REQUIRED ACTION: Write out nothing except the lines of the entries below, from the first through the one containing "pinky dip: (351, 346)", exactly and without pictures.
┌─ SOURCE MATERIAL
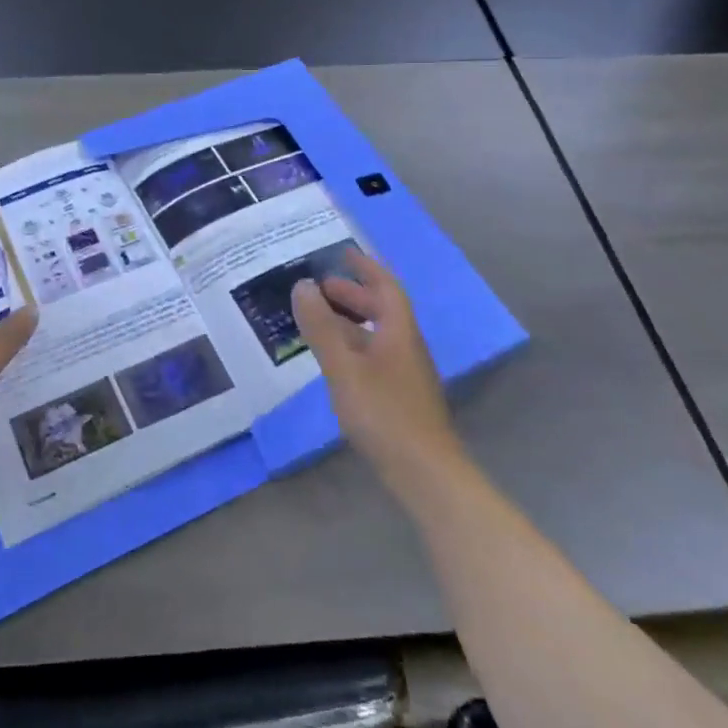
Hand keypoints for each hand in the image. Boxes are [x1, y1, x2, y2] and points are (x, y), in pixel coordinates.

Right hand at [291, 249, 457, 472]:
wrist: (426, 474)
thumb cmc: (385, 414)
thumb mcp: (344, 368)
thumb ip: (322, 327)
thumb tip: (302, 285)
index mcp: (399, 333)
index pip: (386, 288)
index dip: (365, 268)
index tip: (343, 253)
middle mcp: (406, 348)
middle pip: (383, 310)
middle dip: (353, 294)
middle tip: (320, 287)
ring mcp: (405, 375)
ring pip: (377, 336)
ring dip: (350, 321)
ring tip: (318, 320)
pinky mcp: (399, 398)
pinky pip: (373, 356)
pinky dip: (351, 346)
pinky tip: (333, 361)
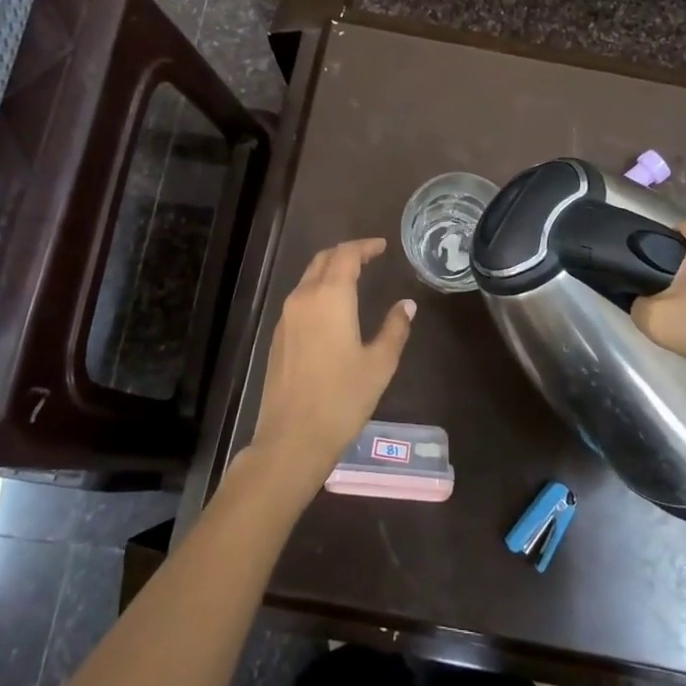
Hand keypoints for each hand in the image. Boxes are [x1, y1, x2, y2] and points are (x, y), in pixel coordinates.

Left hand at [245, 237, 414, 500]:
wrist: (292, 438)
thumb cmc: (342, 399)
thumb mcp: (379, 364)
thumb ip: (395, 329)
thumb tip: (406, 305)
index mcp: (330, 297)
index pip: (346, 255)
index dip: (365, 246)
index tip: (382, 246)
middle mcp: (304, 298)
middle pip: (323, 260)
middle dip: (346, 253)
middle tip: (369, 257)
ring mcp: (286, 317)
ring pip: (308, 278)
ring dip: (330, 271)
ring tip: (354, 278)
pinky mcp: (278, 336)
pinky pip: (300, 299)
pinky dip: (318, 291)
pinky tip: (333, 309)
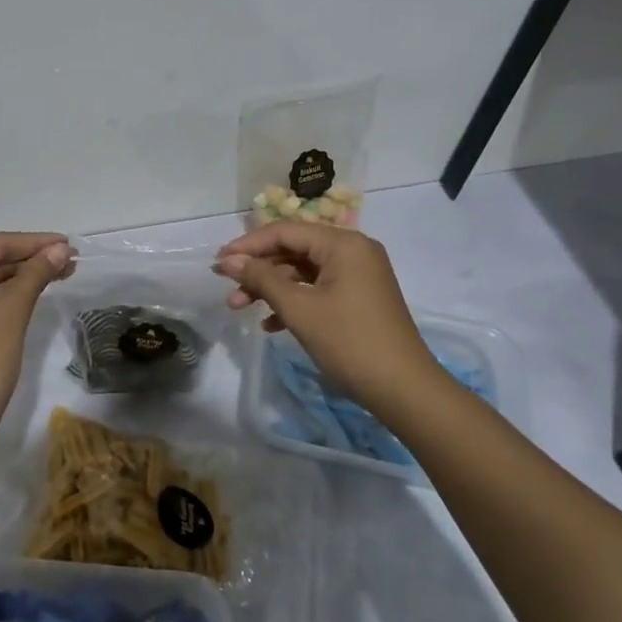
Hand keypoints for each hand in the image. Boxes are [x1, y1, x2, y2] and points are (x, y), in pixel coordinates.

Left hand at [0, 231, 71, 445]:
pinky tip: (33, 295)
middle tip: (71, 262)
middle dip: (31, 258)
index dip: (35, 242)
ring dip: (22, 276)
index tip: (70, 245)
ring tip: (61, 275)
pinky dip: (8, 295)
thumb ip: (35, 275)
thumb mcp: (11, 313)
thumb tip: (60, 249)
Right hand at [214, 222, 438, 413]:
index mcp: (343, 244)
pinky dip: (293, 301)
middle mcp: (353, 251)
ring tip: (240, 308)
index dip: (248, 245)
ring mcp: (358, 275)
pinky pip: (317, 288)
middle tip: (228, 290)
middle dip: (258, 270)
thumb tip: (227, 260)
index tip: (218, 263)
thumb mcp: (299, 308)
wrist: (403, 389)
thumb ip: (261, 279)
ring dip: (271, 288)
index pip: (285, 231)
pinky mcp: (358, 298)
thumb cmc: (349, 342)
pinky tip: (271, 324)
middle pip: (293, 249)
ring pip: (302, 271)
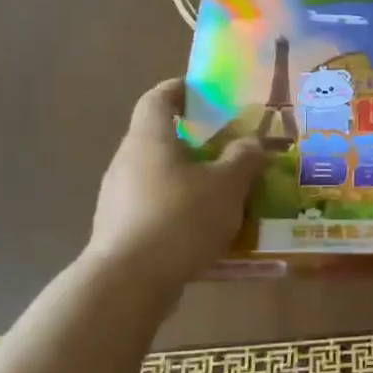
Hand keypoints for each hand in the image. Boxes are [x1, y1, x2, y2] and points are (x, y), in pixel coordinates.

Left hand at [87, 78, 265, 288]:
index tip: (205, 92)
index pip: (158, 98)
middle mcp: (127, 161)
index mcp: (150, 138)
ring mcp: (118, 198)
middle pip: (161, 139)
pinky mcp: (120, 231)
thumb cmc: (180, 218)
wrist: (129, 282)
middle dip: (196, 142)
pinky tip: (206, 232)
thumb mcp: (227, 185)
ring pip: (160, 177)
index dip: (180, 89)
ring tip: (225, 194)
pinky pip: (156, 209)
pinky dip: (180, 211)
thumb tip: (253, 142)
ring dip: (190, 180)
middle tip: (230, 149)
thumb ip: (244, 158)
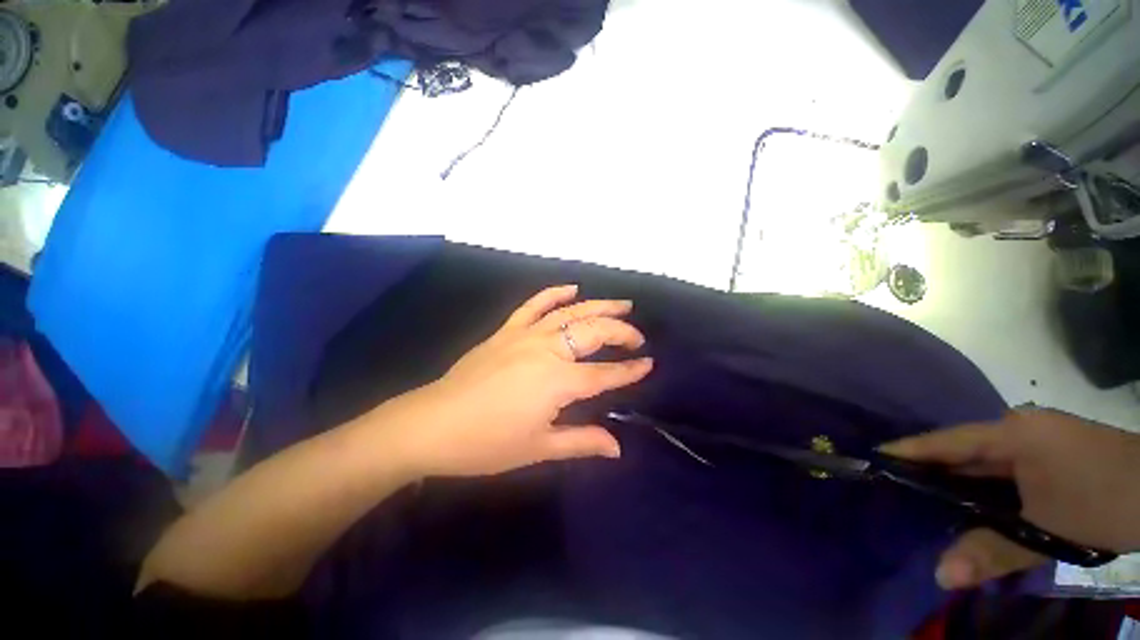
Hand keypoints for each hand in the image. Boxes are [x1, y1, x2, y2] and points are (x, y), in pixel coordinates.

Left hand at [387, 285, 652, 477]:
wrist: (432, 425)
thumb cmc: (487, 442)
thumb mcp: (539, 448)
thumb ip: (582, 442)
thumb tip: (617, 447)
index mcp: (558, 381)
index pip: (605, 374)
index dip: (630, 370)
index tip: (649, 364)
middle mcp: (548, 350)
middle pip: (594, 333)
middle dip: (621, 332)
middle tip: (638, 337)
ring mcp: (526, 335)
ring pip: (571, 312)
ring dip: (599, 306)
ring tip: (621, 305)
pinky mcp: (507, 331)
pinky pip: (534, 305)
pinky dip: (554, 293)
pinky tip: (572, 288)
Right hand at [881, 408, 1139, 588]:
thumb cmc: (1104, 501)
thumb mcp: (1049, 531)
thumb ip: (993, 551)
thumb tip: (940, 575)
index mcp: (1014, 433)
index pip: (947, 441)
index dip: (909, 450)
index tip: (873, 458)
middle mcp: (1021, 429)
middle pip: (965, 452)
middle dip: (932, 472)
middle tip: (896, 490)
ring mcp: (1041, 440)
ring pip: (988, 464)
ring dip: (962, 484)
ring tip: (929, 504)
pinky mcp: (1055, 455)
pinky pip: (1009, 470)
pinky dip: (989, 489)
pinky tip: (980, 508)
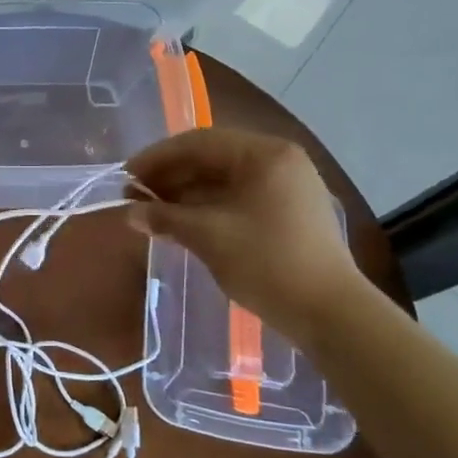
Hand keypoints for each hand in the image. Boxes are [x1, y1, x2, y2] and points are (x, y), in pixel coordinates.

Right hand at [125, 128, 362, 342]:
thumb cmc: (268, 263)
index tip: (126, 177)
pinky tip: (182, 223)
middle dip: (170, 176)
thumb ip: (165, 218)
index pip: (198, 142)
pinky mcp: (289, 213)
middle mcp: (278, 161)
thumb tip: (131, 213)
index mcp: (264, 154)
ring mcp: (287, 187)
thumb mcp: (208, 236)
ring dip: (186, 193)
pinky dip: (208, 207)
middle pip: (212, 158)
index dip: (157, 158)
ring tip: (152, 212)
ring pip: (224, 180)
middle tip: (135, 196)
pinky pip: (238, 198)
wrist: (331, 315)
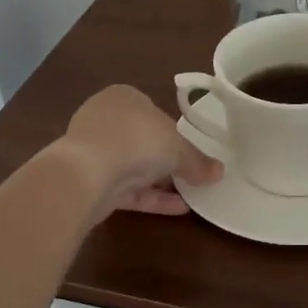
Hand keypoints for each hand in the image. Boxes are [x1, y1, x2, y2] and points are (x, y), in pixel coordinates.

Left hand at [60, 85, 222, 218]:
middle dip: (164, 159)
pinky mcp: (90, 181)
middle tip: (191, 174)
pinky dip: (151, 198)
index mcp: (124, 97)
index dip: (172, 131)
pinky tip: (178, 210)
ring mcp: (94, 151)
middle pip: (142, 140)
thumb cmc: (137, 140)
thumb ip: (198, 161)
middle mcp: (105, 119)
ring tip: (190, 196)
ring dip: (159, 181)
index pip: (152, 111)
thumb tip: (219, 172)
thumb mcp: (178, 148)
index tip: (189, 150)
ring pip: (133, 166)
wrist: (87, 172)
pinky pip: (127, 189)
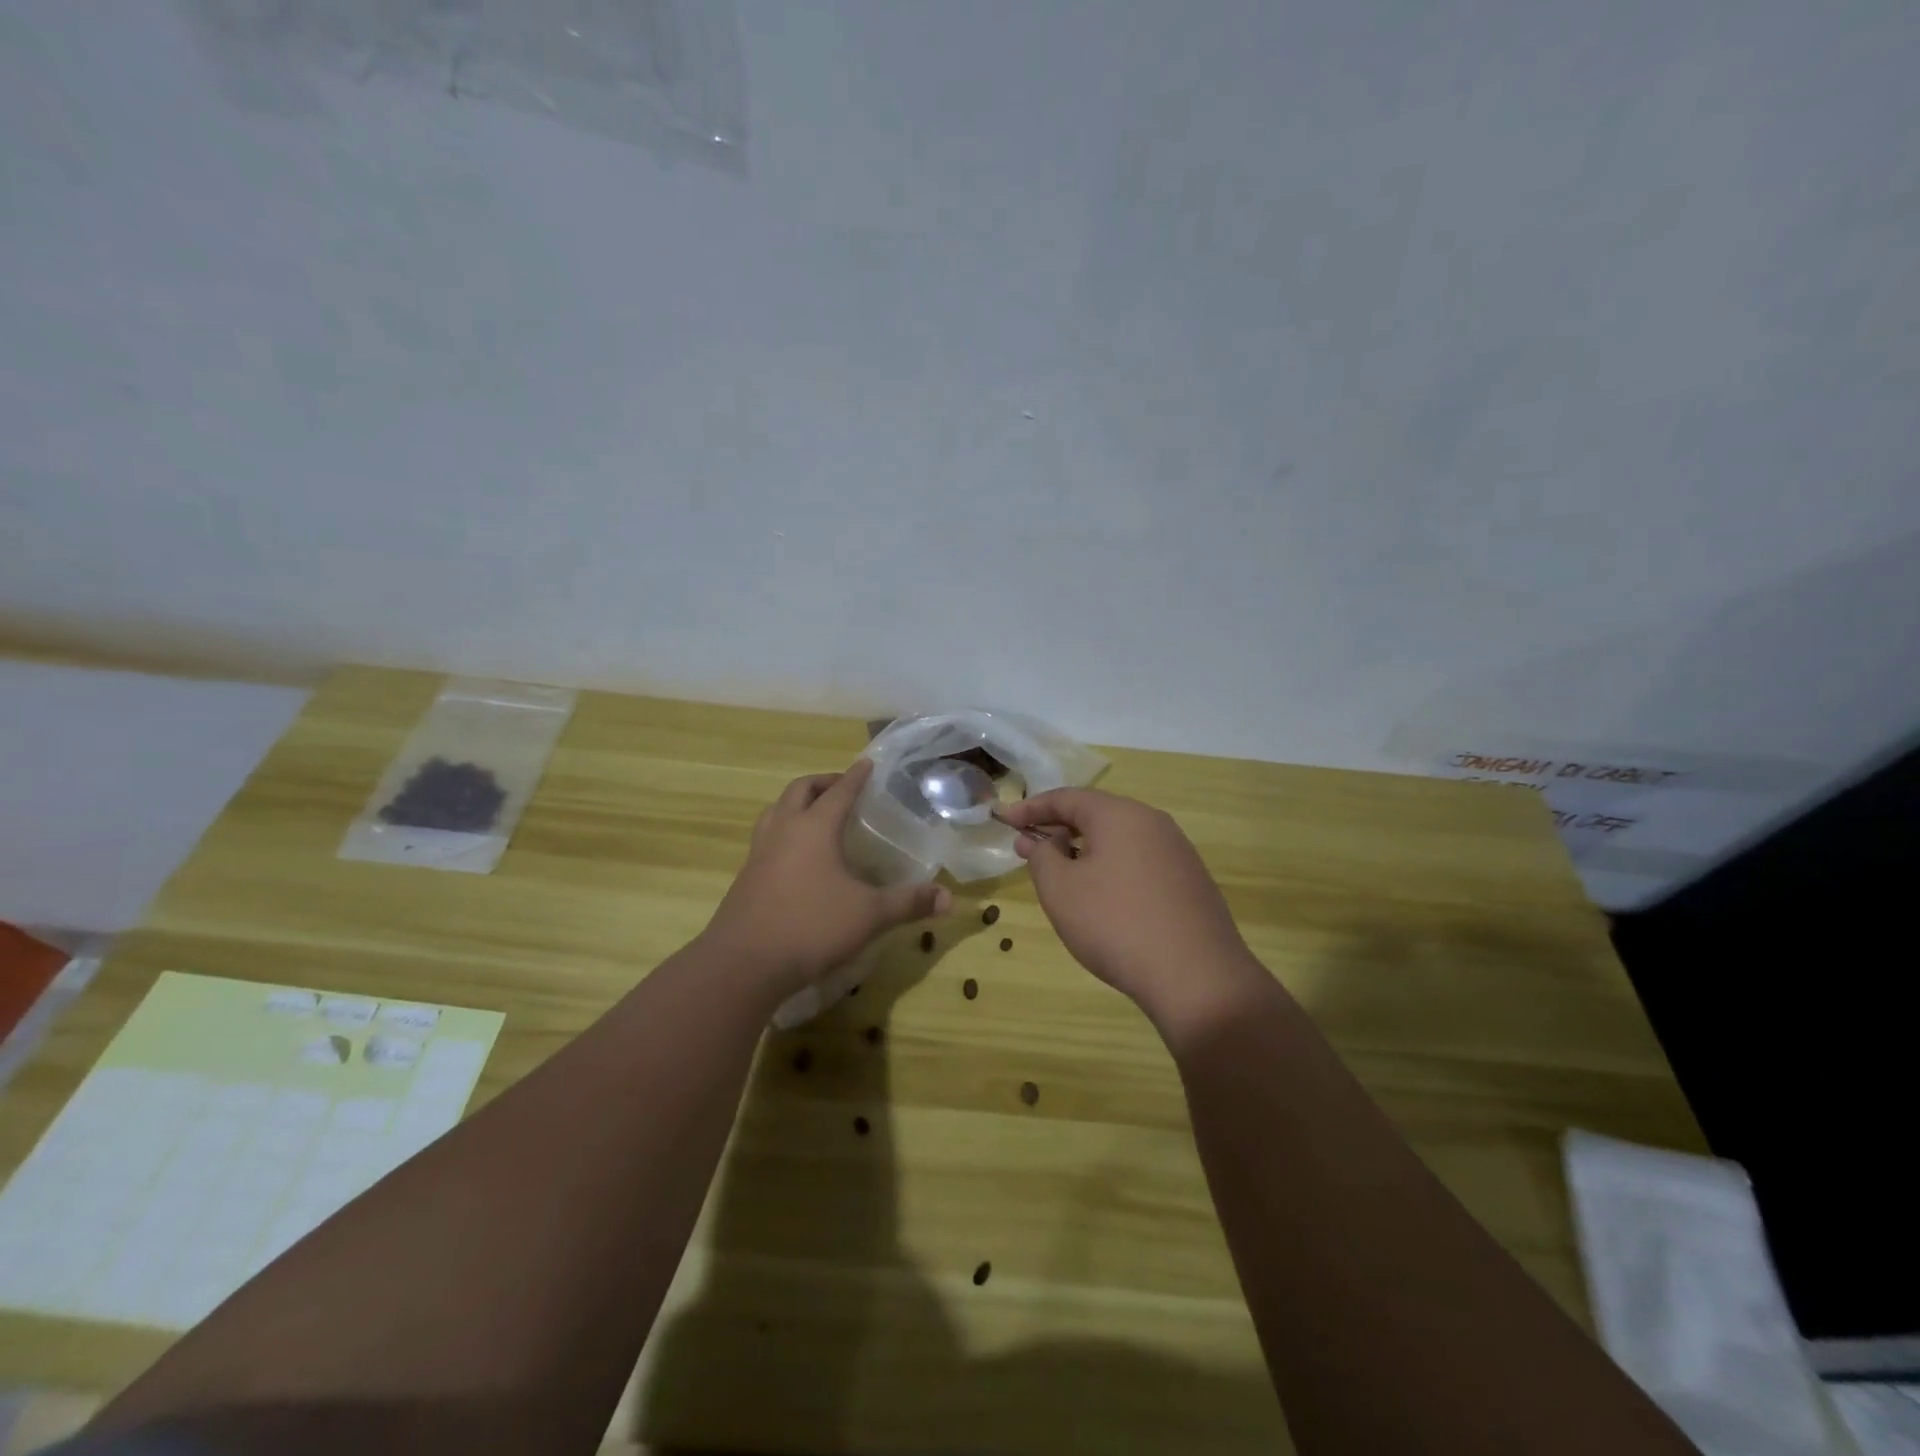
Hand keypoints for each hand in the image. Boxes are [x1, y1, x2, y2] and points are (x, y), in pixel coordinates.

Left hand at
└─
SOLUTION TO THIS PROBLEM:
Hand keypoints for each hand in the image. Boxes are [x1, y1, x2, y2] and points are (x, y), in pixel coordinates.

Right hand at [291, 249, 457, 472]:
wrist: (426, 474)
thumb cmc: (385, 414)
thumb mcp: (344, 368)
thumb ip: (322, 327)
thumb tip: (302, 285)
index mcp: (399, 333)
index pip: (386, 288)
index dip: (365, 268)
index tip: (343, 253)
middle mcp: (406, 348)
middle pip: (383, 310)
middle dip: (353, 294)
middle tip: (320, 287)
ring mcp: (405, 375)
ring pip: (377, 336)
ring dip: (350, 321)
ring tip: (318, 320)
pinky mcp: (399, 398)
pinky pip: (373, 356)
pinky dip: (351, 346)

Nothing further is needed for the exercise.